* _Task goal_
Go over the data and copy out each line with "Kugelmühlstraße" in it.

---------- Entries provided

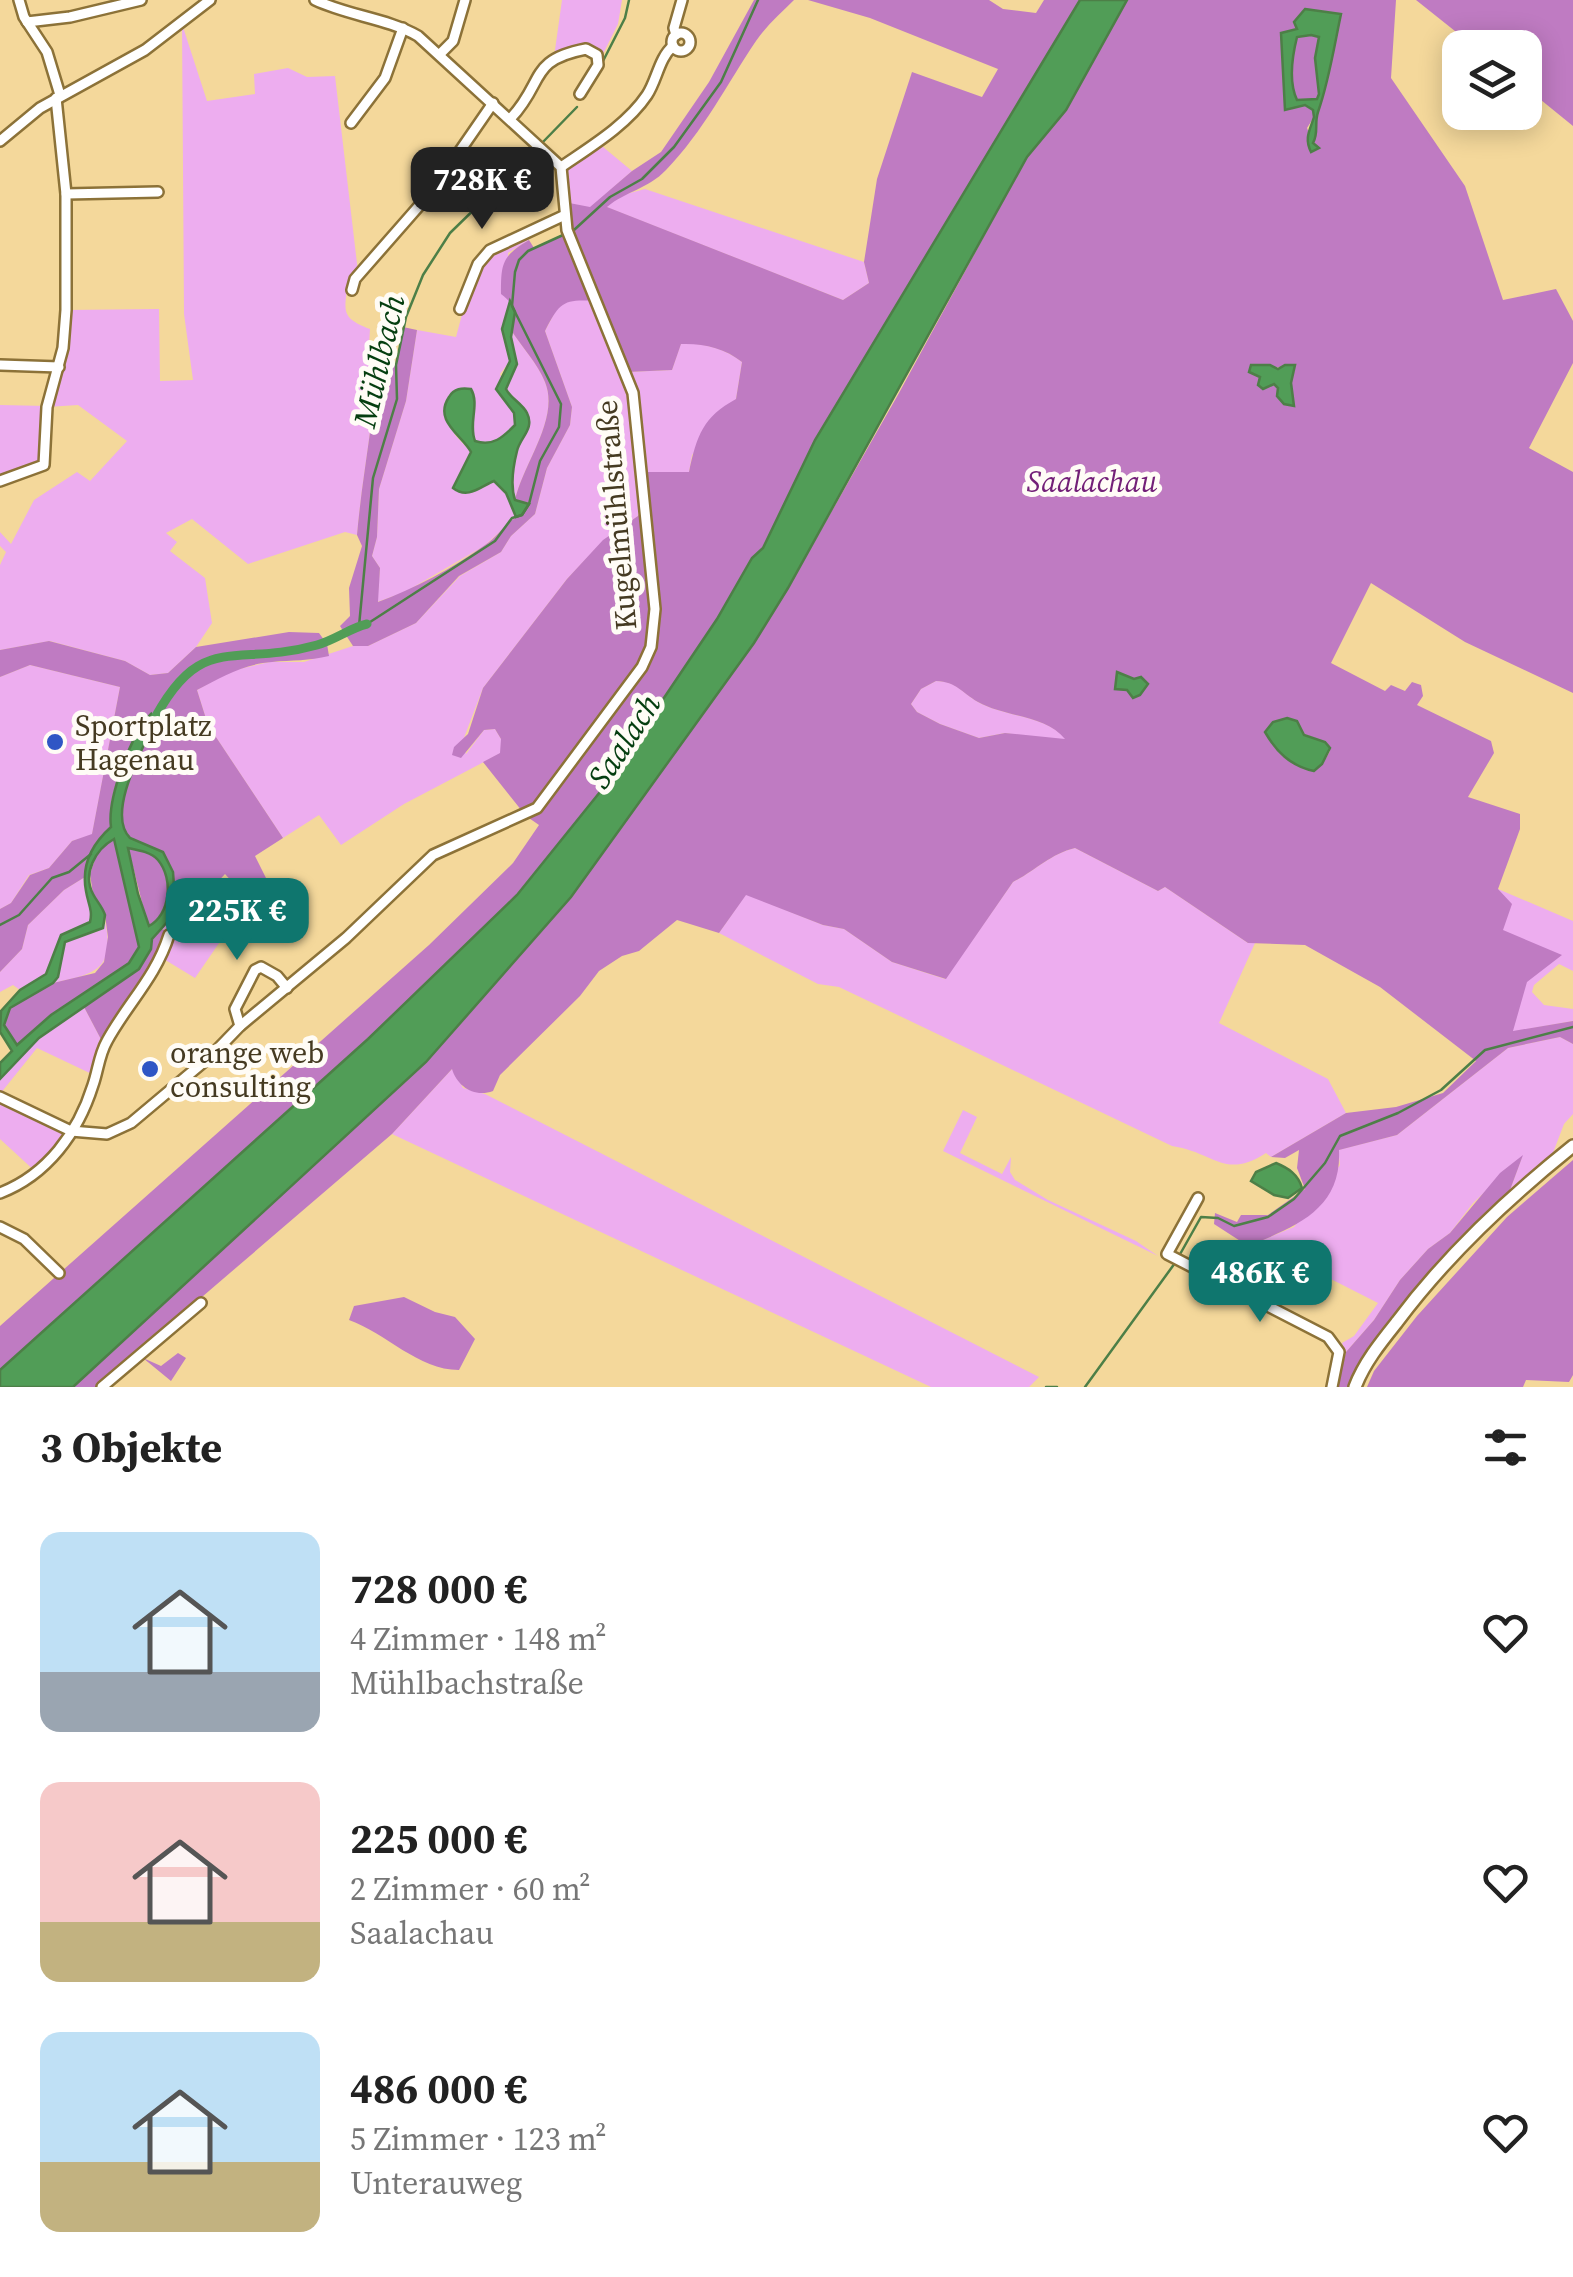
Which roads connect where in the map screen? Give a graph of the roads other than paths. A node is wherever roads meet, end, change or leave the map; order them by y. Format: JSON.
{"nodes":[{"id":1,"x":19,"y":0,"type":"edge"},
{"id":2,"x":140,"y":0,"type":"edge"},
{"id":3,"x":210,"y":0,"type":"edge"},
{"id":4,"x":316,"y":0,"type":"edge"},
{"id":5,"x":465,"y":0,"type":"edge"},
{"id":6,"x":682,"y":0,"type":"edge"},
{"id":7,"x":26,"y":22,"type":"junction"},
{"id":8,"x":404,"y":28,"type":"junction"},
{"id":9,"x":676,"y":35,"type":"junction"},
{"id":10,"x":673,"y":46,"type":"junction"},
{"id":11,"x":440,"y":54,"type":"junction"},
{"id":12,"x":580,"y":94,"type":"dead end"},
{"id":13,"x":58,"y":96,"type":"junction"},
{"id":14,"x":493,"y":103,"type":"junction"},
{"id":15,"x":512,"y":118,"type":"junction"},
{"id":16,"x":350,"y":123,"type":"dead end"},
{"id":17,"x":0,"y":141,"type":"edge"},
{"id":18,"x":562,"y":167,"type":"junction"},
{"id":19,"x":158,"y":192,"type":"dead end"},
{"id":20,"x":66,"y":194,"type":"junction"},
{"id":21,"x":565,"y":215,"type":"junction"},
{"id":22,"x":352,"y":290,"type":"dead end"},
{"id":23,"x":460,"y":309,"type":"dead end"},
{"id":24,"x":0,"y":365,"type":"edge"},
{"id":25,"x":59,"y":367,"type":"junction"},
{"id":26,"x":0,"y":482,"type":"edge"},
{"id":27,"x":170,"y":935,"type":"dead end"},
{"id":28,"x":287,"y":988,"type":"junction"},
{"id":29,"x":240,"y":1026,"type":"junction"},
{"id":30,"x":0,"y":1097,"type":"edge"},
{"id":31,"x":71,"y":1132,"type":"junction"},
{"id":32,"x":1573,"y":1146,"type":"edge"},
{"id":33,"x":0,"y":1192,"type":"edge"},
{"id":34,"x":1198,"y":1198,"type":"dead end"},
{"id":35,"x":0,"y":1227,"type":"edge"},
{"id":36,"x":59,"y":1273,"type":"dead end"},
{"id":37,"x":202,"y":1303,"type":"dead end"},
{"id":38,"x":102,"y":1387,"type":"edge"},
{"id":39,"x":1332,"y":1387,"type":"edge"},
{"id":40,"x":1354,"y":1387,"type":"edge"}],
"edges":[{"from":1,"to":7,"type":"street"},
{"from":2,"to":7,"type":"street"},
{"from":3,"to":13,"type":"street"},
{"from":4,"to":8,"type":"street"},
{"from":5,"to":11,"type":"street"},
{"from":6,"to":9,"type":"street"},
{"from":7,"to":13,"type":"street"},
{"from":8,"to":11,"type":"street"},
{"from":8,"to":16,"type":"street"},
{"from":9,"to":10,"type":"street"},
{"from":9,"to":10,"type":"street"},
{"from":10,"to":18,"type":"street"},
{"from":11,"to":14,"type":"street"},
{"from":12,"to":15,"type":"street"},
{"from":13,"to":17,"type":"street"},
{"from":13,"to":20,"type":"street"},
{"from":14,"to":15,"type":"street"},
{"from":14,"to":22,"type":"street"},
{"from":15,"to":18,"type":"street"},
{"from":18,"to":21,"type":"street","name":"Kugelmühlstraße"},
{"from":19,"to":20,"type":"street"},
{"from":20,"to":25,"type":"street"},
{"from":21,"to":23,"type":"street"},
{"from":21,"to":28,"type":"street","name":"Kugelmühlstraße"},
{"from":24,"to":25,"type":"street"},
{"from":25,"to":26,"type":"street"},
{"from":27,"to":31,"type":"street"},
{"from":28,"to":29,"type":"street"},
{"from":28,"to":29,"type":"street"},
{"from":29,"to":31,"type":"street"},
{"from":30,"to":31,"type":"street"},
{"from":31,"to":33,"type":"street"},
{"from":32,"to":40,"type":"street"},
{"from":34,"to":39,"type":"street"},
{"from":35,"to":36,"type":"street"},
{"from":37,"to":38,"type":"street"}]}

--------------------

* _Answer box_
{"from":18,"to":21,"type":"street","name":"Kugelmühlstraße"},
{"from":21,"to":28,"type":"street","name":"Kugelmühlstraße"},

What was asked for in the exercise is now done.